Modern energy supply began as a private or local service of gas and electricity, largely based on coal in the early 20th Century. This grew to become national state-owned utilities, which was later unbundled to facilitate competition in generation and customer choice of supplier. The pattern of energy demand has shifted over the years reflecting economic growth throughout history as well as changing relative costs of different fuels, the perceived security of continued supplies and more recently, environmental considerations.


  • 1600 By the end of the 1500s turf was the main fuel in Ireland.


  • 1824 By this time there were three gasworks in Dublin; one operating from coal, one from fish-oil and another from turf.
  • 1825 The first industrial scale harvesting of hand-won turf at Mona bog along the Shannon began.


  • 1845 During the famine years the one of the only forms of heat for cooking and warmth was a peat fire. Where local pits existed, coal also protected the population from the worst ravages of the famine providing employment and fuel.


  • 1850 Colonel Kitchener, experimenting with the production of peat charcoal to manufacture gunpowder, discovered how to produce peat briquettes which have a higher heat output and longer burning time.


  • 1901 With the growing interest in electricity a private act of Parliament was passed in 1901 authorising the development of bogs in Leinster for electric power.


  • 1911 Peat is used to generate electricity in industry e.g.
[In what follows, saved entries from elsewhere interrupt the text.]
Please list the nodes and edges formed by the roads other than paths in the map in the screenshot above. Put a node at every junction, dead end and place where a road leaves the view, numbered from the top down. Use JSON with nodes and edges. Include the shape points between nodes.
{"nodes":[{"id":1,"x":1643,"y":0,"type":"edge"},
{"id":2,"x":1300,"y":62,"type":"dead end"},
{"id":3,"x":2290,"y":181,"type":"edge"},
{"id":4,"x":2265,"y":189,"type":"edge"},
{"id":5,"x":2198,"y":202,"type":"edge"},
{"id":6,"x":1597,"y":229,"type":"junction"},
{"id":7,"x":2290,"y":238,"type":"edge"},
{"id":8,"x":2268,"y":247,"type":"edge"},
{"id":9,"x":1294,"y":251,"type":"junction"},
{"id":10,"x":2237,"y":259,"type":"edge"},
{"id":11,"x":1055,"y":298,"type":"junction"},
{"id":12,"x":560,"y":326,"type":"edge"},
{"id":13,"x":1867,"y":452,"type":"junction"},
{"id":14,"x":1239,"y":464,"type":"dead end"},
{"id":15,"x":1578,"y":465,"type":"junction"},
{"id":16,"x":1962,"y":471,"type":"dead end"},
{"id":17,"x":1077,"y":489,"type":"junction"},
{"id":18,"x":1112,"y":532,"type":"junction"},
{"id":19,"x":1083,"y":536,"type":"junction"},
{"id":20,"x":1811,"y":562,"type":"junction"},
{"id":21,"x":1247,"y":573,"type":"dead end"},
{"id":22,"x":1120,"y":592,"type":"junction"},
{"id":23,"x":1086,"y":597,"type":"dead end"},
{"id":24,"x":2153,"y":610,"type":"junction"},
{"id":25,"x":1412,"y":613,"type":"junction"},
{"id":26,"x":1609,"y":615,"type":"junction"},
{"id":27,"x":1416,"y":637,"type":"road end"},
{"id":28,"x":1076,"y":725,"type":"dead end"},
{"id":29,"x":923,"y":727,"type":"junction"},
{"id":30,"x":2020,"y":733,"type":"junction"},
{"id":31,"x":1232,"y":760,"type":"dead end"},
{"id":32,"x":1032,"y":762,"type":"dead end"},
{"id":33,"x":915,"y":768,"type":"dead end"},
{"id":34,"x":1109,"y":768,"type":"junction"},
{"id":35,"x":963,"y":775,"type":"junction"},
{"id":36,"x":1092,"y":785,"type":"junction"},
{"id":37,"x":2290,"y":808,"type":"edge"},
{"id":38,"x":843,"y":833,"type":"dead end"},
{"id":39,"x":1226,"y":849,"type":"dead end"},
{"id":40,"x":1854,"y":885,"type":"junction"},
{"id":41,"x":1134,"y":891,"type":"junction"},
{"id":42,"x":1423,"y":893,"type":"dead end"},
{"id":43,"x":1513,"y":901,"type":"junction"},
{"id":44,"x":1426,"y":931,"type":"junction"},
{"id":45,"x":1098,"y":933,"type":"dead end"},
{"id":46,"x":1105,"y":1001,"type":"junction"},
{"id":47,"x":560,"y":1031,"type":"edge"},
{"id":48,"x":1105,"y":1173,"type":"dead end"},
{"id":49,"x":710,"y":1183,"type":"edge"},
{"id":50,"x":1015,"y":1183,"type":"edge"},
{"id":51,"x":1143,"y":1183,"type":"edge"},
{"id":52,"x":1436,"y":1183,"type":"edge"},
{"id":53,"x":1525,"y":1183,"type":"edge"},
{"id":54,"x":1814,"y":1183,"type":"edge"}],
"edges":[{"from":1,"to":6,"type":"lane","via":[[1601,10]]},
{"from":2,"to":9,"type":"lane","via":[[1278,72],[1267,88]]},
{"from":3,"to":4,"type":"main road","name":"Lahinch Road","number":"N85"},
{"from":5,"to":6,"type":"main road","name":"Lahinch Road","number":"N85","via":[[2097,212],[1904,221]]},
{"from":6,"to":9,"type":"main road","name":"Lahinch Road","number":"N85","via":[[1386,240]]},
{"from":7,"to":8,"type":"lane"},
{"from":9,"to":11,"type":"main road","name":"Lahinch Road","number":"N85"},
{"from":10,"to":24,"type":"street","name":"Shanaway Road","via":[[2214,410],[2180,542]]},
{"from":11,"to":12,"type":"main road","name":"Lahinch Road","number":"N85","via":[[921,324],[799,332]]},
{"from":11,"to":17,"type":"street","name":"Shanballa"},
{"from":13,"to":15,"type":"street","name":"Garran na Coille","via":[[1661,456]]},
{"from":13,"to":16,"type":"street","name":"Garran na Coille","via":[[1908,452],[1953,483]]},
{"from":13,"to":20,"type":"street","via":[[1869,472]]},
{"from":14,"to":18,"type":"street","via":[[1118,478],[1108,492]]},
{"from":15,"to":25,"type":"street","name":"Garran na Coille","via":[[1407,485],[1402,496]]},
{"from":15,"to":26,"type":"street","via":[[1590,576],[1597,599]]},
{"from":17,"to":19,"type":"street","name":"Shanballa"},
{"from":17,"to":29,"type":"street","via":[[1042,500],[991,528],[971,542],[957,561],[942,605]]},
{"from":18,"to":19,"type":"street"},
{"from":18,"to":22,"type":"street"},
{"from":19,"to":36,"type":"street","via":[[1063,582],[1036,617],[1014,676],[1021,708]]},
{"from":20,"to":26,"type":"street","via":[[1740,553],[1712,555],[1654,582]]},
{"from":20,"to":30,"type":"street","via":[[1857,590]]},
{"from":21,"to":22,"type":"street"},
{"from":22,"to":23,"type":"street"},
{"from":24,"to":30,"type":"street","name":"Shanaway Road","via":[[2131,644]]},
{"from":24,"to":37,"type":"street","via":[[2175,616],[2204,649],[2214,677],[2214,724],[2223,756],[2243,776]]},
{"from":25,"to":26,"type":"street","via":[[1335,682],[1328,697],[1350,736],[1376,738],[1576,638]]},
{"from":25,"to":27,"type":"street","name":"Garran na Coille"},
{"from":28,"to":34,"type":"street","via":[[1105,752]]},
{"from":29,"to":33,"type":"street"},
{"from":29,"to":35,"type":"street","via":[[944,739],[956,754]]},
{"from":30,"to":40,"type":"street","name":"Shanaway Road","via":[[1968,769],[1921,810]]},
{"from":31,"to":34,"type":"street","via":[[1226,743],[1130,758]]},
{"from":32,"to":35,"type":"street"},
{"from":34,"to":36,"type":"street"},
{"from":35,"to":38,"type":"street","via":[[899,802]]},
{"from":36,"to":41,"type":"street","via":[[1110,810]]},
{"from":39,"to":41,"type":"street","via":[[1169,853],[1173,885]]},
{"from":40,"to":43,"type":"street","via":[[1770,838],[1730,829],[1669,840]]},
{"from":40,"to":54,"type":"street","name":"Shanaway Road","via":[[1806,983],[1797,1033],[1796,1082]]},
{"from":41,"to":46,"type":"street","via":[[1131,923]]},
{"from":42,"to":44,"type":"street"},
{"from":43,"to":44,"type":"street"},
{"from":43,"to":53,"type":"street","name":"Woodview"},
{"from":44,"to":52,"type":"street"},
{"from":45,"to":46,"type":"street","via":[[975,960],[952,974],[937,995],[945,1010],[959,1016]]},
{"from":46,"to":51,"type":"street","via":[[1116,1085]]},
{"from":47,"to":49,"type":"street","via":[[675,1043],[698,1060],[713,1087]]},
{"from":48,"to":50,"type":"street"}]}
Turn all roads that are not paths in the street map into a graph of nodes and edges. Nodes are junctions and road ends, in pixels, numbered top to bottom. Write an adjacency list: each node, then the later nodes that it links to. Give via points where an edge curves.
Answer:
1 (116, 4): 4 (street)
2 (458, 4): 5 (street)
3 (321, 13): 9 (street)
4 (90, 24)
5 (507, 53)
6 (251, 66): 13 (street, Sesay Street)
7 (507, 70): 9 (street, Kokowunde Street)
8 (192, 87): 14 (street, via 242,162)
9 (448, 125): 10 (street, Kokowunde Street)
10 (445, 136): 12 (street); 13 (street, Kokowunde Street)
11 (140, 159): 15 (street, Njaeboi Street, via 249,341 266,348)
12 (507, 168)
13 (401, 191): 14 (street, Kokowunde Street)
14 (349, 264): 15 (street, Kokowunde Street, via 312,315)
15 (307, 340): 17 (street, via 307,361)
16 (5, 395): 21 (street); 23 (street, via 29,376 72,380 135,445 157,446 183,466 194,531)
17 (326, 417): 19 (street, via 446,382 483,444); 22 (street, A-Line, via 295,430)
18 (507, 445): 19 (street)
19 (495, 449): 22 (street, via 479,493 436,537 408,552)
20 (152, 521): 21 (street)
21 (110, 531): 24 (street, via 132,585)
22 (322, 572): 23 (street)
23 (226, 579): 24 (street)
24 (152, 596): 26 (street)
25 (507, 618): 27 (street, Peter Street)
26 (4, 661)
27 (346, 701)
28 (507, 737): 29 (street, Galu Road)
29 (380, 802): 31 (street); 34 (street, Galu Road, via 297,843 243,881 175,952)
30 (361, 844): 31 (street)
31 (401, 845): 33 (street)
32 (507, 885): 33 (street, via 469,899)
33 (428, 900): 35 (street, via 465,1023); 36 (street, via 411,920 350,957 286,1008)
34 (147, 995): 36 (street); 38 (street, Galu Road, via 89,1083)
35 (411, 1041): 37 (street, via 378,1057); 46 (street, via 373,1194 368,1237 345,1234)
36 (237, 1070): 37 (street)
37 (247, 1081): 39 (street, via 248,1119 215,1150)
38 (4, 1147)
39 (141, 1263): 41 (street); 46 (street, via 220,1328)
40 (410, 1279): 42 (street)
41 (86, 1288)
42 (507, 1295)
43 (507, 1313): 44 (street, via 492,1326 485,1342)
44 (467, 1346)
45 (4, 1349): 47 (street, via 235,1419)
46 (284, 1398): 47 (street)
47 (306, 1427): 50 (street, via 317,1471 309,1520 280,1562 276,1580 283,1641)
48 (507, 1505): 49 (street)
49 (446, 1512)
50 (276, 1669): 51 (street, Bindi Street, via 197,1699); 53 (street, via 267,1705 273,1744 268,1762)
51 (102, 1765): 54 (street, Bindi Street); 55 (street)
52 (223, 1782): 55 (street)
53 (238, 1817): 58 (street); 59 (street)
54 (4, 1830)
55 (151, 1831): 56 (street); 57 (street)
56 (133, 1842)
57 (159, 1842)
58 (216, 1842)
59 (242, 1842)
Hamilton Robbs linen factory or the Marconi wireless station.


  • 1921 A Commission of Enquiry into the Resources and Industries of Ireland estimated that Ireland used an estimated 4.7 million tonnes of coal and 6 million tonnes of peat.
  • 1925 By this time hydro, coal, peat, gas and wind power were all being utilised in one form or another to generate electricity.
  • 1927 The ESB (Electricity Supply Board) is established to provide a safe, reliable and economic supply of electricity to the community under the Electricity Supply Bill.


  • 1941 Lullymore factory opened to produce briquettes but due to their higher calorific value were allocated to priority industries such as bakeries, Jamesons and Powers distilleries and the railway system.
  • 1946 Bord na Mona are established as a peat development and supply utility.


  • 1950 First peat-fired generation station in Portarlington opens. Between 1950 and late 1960s, ESB installs over 400 MW of peat power plants.
  • 1956 Electricity rationing may have been avoided after the Suez crisis in part due to peat fired power stations and their ability to operate with less expensive fuels than oil.
  • 1956 As more peat fired stations came on stream supporting infrastructure was developed such as the first railway bridge to be built across the Shannon for 100 years.


  • 1960 Seven exceptional years of low peat yields during a decade of stable economic growth during which demand for electricity grew steadily.


  • 1977 Government grant scheme for installation of domestic solid fuel central heating.


  • 1980 Financial crisis, temporary high oil prices creating an artificial market, price controls, the ageing of ESB peat fired power stations and the introduction of the private bog scheme.


  • 1995 Total peat production peaked at 8 million tonnes.


  • 2012 High gas prices and low coal and ETS prices resulted in more coal and peat being used for electricity generation.